Exercise materials:
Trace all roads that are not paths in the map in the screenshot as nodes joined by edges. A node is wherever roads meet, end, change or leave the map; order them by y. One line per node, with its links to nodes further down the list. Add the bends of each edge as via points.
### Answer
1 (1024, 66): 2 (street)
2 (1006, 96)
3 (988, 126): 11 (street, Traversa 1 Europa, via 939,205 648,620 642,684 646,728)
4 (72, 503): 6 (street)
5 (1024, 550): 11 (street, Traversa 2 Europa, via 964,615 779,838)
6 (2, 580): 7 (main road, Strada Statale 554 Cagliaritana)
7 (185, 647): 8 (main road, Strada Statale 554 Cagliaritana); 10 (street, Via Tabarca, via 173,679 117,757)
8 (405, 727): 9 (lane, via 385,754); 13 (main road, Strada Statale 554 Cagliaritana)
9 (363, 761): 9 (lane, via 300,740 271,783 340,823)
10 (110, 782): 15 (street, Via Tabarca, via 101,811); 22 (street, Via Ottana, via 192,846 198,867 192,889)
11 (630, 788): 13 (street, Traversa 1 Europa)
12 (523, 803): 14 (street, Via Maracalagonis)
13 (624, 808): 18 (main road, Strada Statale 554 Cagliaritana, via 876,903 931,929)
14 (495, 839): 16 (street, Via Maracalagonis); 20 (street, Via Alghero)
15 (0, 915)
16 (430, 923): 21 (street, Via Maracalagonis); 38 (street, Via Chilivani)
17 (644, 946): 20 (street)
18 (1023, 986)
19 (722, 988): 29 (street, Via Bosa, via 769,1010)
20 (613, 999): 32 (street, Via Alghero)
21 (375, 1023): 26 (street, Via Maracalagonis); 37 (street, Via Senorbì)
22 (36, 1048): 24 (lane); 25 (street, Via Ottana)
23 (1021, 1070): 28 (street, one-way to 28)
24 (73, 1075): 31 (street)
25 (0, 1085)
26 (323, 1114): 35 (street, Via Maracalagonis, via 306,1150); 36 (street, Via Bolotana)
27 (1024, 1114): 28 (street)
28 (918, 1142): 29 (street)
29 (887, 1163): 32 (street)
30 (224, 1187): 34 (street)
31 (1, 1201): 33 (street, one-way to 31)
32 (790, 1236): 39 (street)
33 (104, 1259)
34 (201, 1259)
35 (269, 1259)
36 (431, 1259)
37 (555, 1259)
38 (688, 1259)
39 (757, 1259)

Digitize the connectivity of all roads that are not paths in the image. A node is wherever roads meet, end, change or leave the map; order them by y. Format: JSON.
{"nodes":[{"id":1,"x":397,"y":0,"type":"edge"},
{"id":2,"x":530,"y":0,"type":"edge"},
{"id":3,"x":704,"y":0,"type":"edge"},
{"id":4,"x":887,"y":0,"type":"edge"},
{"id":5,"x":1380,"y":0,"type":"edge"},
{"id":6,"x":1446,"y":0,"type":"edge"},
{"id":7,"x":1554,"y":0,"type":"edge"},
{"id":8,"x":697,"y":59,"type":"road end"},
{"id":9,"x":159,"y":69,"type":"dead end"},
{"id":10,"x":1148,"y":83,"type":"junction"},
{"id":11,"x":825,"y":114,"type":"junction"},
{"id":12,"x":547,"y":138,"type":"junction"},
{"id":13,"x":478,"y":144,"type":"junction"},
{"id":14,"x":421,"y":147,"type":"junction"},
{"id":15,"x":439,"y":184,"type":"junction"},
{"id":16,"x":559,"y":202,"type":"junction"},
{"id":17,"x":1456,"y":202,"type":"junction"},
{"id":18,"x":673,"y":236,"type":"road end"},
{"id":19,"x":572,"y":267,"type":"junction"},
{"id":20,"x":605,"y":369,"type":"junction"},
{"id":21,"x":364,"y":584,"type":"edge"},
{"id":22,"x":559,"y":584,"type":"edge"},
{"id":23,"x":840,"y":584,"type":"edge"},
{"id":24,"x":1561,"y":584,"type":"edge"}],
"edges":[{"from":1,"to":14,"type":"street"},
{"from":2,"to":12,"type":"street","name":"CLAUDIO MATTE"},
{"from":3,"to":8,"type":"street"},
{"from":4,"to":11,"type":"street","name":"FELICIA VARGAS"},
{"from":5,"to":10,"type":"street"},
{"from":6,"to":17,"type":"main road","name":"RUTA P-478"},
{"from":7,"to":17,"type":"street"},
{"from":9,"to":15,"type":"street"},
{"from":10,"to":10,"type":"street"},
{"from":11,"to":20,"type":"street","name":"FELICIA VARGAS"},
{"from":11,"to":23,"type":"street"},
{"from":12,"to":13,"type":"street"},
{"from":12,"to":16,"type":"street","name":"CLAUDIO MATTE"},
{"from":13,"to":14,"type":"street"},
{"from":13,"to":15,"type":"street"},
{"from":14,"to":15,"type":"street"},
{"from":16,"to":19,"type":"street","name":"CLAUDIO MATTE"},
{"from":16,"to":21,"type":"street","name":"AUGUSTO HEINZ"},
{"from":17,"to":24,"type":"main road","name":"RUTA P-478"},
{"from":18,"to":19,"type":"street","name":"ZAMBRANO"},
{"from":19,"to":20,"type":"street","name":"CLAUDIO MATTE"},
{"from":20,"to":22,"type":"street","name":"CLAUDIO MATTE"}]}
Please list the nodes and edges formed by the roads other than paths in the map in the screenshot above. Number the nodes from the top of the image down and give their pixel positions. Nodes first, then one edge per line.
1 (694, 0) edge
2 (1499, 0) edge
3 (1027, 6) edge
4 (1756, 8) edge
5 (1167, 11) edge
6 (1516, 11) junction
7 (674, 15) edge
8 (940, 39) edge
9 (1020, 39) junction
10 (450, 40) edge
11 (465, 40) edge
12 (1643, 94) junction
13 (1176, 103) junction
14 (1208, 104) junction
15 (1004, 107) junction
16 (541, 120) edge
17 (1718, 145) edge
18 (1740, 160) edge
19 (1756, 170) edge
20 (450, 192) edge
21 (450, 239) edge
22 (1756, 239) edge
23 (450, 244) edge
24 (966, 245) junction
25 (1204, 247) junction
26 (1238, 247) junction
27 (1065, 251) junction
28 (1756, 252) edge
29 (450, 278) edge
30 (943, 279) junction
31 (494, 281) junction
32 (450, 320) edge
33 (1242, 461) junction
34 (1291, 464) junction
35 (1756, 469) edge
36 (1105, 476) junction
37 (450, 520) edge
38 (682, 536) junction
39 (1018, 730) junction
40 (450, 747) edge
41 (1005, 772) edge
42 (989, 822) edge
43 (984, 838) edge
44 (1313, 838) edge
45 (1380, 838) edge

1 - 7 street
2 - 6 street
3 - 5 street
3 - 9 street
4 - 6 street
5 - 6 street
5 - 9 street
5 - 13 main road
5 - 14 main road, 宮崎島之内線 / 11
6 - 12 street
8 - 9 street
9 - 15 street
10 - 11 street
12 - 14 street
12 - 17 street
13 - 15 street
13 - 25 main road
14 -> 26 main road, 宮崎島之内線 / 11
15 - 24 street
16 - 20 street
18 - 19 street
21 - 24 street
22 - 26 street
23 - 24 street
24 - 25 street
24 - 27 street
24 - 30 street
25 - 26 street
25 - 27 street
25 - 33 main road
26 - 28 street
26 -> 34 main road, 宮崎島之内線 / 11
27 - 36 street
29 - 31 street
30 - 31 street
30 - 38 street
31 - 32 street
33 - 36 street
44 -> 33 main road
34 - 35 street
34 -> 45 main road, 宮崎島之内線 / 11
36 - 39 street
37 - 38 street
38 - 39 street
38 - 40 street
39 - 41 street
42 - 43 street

Your goal: Copy every line of the listing where the word "lane" appears.

Answer box:
8 (405, 727): 9 (lane, via 385,754); 13 (main road, Strada Statale 554 Cagliaritana)
9 (363, 761): 9 (lane, via 300,740 271,783 340,823)
22 (36, 1048): 24 (lane); 25 (street, Via Ottana)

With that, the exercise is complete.